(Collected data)
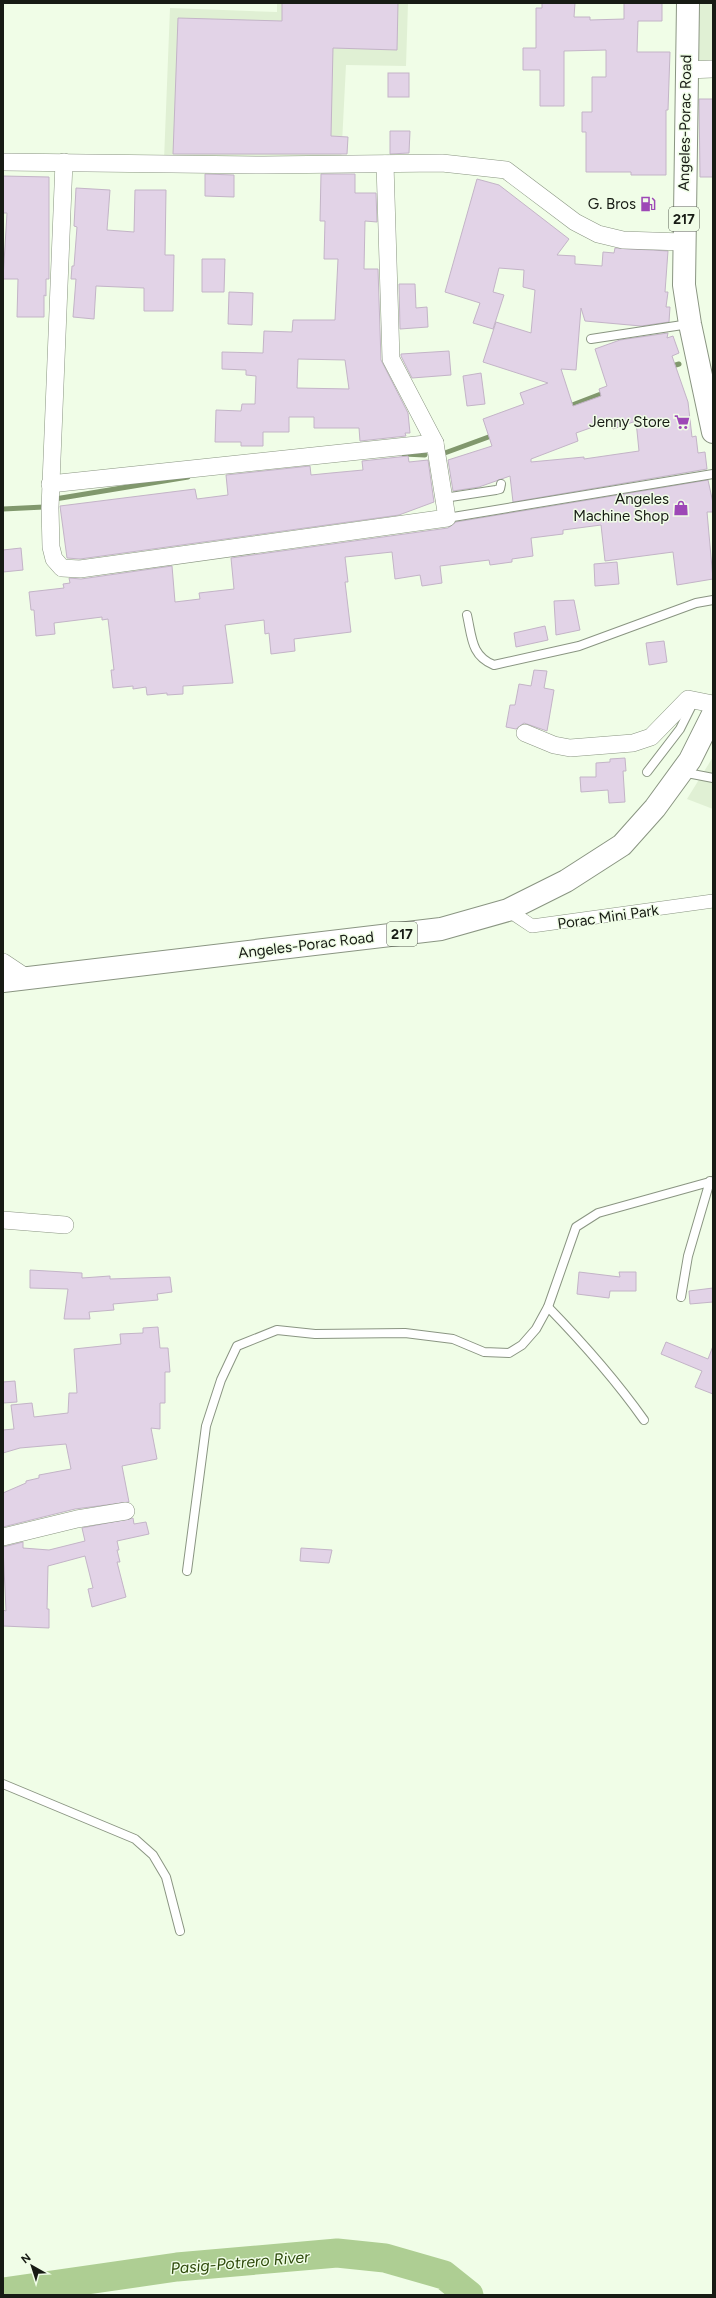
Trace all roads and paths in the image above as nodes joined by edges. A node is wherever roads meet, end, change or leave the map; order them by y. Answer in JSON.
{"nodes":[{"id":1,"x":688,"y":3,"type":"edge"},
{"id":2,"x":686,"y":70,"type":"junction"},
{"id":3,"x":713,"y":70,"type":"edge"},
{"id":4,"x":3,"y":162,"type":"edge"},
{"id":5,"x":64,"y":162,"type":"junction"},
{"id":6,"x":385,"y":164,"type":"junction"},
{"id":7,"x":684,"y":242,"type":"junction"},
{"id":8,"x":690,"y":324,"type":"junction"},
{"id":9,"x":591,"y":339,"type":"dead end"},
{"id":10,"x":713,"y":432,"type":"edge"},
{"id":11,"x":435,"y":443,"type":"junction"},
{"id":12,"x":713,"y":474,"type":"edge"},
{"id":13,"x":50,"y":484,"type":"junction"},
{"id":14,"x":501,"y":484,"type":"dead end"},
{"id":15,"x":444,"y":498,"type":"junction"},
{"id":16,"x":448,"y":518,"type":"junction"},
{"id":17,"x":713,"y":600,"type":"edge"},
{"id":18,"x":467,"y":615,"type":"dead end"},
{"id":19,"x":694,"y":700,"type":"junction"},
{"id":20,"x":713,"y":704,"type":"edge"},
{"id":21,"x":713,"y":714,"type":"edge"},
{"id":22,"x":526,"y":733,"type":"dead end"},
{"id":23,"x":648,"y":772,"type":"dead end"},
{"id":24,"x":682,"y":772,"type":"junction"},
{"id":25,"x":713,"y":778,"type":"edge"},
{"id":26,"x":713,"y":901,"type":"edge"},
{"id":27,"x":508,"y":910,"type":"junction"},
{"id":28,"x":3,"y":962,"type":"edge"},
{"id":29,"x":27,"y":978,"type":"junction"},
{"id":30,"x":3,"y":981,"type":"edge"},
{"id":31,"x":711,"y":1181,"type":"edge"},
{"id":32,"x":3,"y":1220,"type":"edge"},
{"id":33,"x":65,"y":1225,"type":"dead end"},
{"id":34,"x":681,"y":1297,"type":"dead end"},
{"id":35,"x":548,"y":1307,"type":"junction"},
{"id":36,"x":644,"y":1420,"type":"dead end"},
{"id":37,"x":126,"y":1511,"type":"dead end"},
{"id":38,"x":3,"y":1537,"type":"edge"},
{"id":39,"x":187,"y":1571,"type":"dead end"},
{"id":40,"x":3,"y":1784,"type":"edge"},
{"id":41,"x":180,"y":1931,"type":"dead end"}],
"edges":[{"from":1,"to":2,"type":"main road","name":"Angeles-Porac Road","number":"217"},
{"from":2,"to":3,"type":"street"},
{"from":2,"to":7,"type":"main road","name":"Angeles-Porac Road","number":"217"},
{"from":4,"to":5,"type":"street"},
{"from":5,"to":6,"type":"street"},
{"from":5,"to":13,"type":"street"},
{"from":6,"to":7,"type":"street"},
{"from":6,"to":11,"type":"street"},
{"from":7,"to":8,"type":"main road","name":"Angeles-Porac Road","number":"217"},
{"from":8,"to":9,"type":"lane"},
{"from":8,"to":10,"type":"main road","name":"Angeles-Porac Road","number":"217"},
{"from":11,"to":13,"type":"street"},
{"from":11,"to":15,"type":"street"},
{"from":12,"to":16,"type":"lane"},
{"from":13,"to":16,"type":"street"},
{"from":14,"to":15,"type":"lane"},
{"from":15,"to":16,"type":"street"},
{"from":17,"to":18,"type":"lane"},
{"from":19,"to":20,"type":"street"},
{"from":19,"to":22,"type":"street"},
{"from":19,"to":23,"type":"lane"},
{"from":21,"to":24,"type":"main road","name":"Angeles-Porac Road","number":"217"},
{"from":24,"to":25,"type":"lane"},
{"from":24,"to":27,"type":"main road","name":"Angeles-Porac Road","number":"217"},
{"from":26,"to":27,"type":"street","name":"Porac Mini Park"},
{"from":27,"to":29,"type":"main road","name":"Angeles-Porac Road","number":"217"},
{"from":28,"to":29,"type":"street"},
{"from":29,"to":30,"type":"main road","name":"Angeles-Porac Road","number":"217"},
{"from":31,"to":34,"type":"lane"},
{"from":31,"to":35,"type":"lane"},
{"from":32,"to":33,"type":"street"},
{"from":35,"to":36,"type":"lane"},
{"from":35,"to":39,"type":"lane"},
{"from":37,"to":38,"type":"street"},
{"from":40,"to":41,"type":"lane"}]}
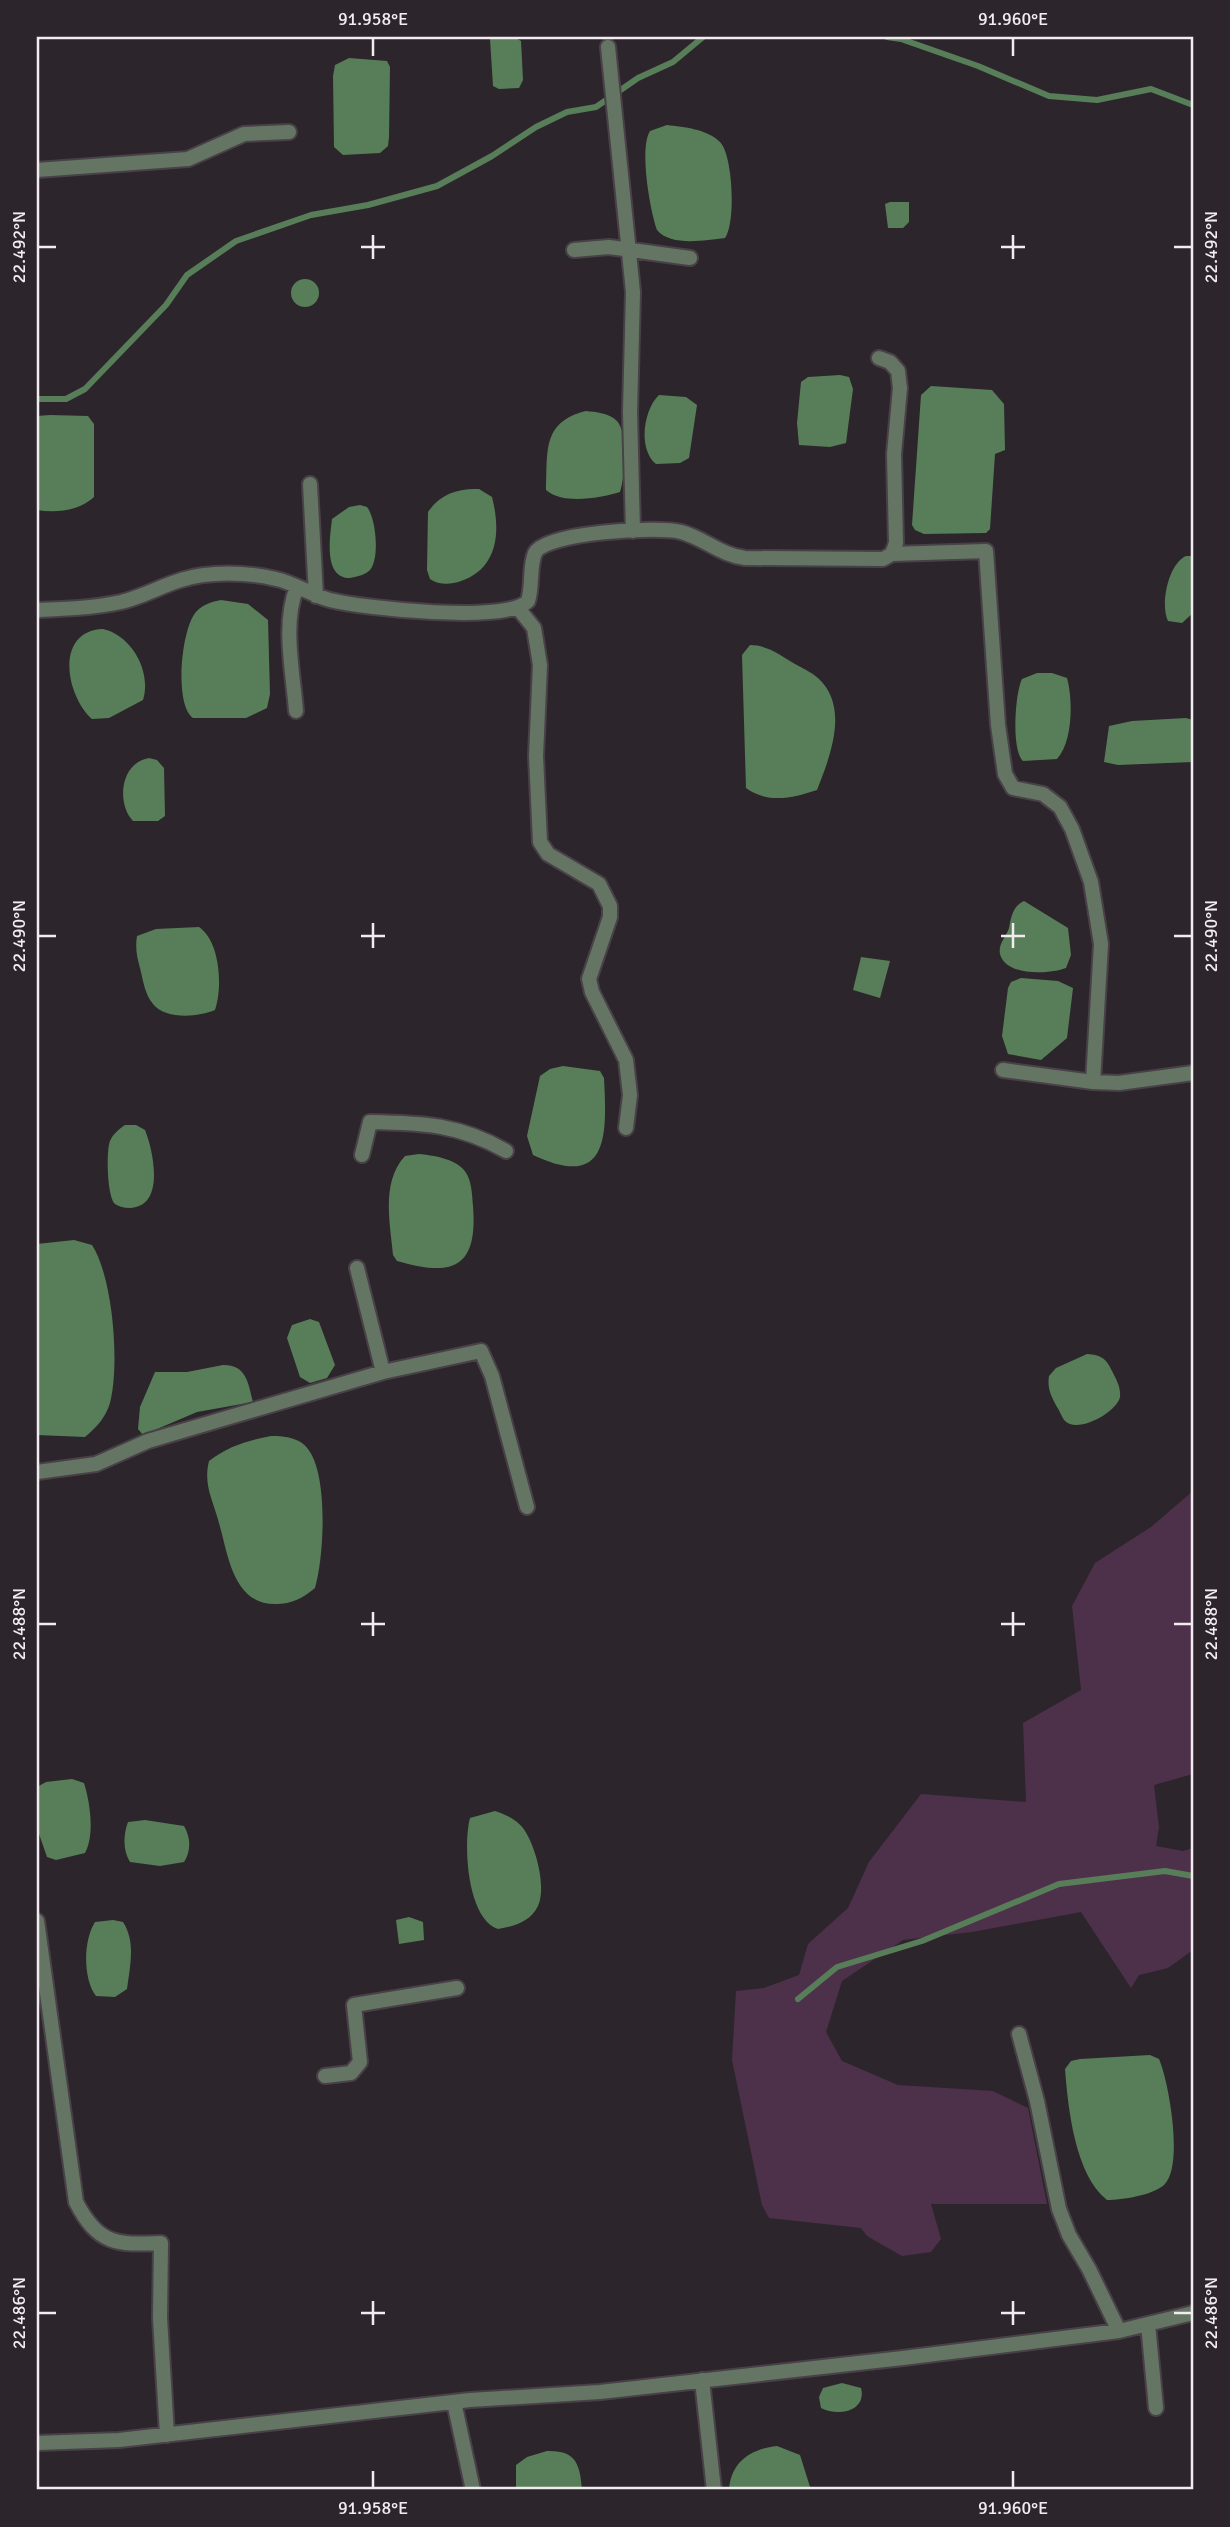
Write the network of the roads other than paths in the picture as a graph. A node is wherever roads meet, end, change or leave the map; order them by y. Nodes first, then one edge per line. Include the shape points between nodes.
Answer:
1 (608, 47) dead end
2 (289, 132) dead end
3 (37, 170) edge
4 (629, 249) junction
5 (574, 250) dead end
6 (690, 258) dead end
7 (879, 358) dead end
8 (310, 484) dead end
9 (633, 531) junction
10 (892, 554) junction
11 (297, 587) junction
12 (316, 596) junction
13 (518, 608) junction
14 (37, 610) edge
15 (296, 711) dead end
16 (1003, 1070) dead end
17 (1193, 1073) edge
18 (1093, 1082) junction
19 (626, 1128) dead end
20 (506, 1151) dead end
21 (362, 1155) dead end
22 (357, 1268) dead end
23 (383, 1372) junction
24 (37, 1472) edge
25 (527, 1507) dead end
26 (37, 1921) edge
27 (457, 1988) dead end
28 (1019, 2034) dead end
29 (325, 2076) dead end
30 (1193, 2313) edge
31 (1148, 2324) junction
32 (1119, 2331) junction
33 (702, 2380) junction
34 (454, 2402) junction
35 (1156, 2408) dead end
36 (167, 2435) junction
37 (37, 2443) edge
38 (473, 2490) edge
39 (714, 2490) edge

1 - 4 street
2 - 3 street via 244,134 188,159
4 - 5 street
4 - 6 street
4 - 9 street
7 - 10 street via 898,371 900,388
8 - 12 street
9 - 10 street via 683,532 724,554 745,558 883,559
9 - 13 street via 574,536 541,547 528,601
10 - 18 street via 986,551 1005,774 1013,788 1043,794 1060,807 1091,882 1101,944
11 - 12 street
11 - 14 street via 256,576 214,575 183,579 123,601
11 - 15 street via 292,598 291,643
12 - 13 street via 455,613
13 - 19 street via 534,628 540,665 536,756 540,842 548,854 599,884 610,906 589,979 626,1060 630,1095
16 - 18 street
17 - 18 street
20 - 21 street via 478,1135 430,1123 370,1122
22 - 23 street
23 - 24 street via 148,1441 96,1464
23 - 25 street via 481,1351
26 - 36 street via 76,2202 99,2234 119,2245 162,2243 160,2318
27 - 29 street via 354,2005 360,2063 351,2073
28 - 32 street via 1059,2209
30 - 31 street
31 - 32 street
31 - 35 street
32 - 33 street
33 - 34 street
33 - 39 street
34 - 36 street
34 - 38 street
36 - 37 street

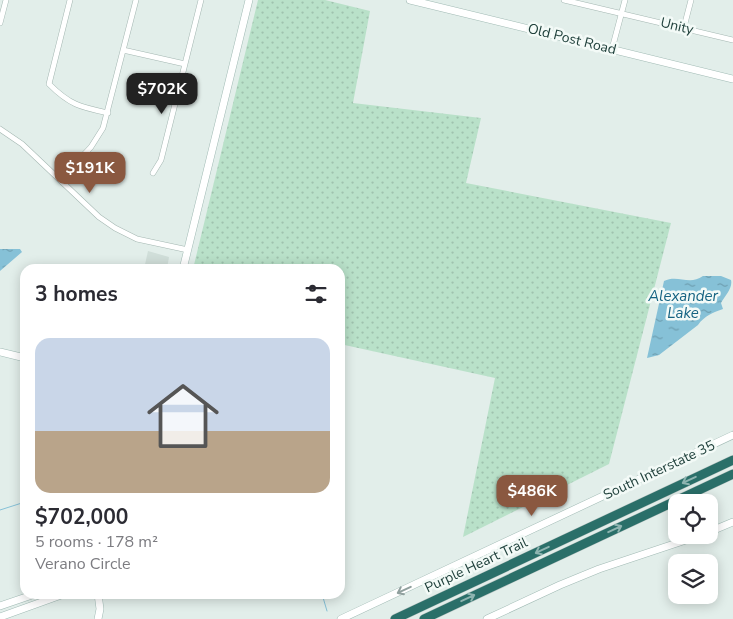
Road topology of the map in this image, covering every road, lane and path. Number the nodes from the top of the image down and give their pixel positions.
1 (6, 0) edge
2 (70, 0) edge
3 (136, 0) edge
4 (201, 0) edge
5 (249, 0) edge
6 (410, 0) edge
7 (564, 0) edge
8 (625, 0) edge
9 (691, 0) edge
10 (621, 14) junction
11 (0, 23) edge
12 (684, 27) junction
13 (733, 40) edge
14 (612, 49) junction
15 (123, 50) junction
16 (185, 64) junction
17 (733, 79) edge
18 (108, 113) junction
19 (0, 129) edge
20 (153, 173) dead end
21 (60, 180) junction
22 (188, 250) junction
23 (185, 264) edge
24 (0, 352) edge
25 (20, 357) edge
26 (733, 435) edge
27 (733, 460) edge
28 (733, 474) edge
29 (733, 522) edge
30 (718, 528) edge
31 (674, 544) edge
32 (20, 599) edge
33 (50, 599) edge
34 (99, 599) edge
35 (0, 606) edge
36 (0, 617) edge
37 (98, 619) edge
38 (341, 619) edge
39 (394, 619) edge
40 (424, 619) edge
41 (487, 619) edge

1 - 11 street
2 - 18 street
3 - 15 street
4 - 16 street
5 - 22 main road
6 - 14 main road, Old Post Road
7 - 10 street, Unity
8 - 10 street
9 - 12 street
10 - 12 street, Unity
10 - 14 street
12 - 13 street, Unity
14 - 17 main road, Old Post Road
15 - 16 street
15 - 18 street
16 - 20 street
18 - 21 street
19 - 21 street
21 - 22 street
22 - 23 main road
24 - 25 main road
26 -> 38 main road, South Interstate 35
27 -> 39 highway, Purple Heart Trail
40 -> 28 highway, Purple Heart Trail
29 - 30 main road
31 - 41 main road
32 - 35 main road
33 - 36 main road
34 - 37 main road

▶ _Goal of the exercise_
What lines above contain the string "name"? Copy all of them.

▶ _Response to the task_
"edges":[{"from":1,"to":2,"type":"main road","name":"Angeles-Porac Road","number":"217"},
{"from":2,"to":7,"type":"main road","name":"Angeles-Porac Road","number":"217"},
{"from":7,"to":8,"type":"main road","name":"Angeles-Porac Road","number":"217"},
{"from":8,"to":10,"type":"main road","name":"Angeles-Porac Road","number":"217"},
{"from":21,"to":24,"type":"main road","name":"Angeles-Porac Road","number":"217"},
{"from":24,"to":27,"type":"main road","name":"Angeles-Porac Road","number":"217"},
{"from":26,"to":27,"type":"street","name":"Porac Mini Park"},
{"from":27,"to":29,"type":"main road","name":"Angeles-Porac Road","number":"217"},
{"from":29,"to":30,"type":"main road","name":"Angeles-Porac Road","number":"217"},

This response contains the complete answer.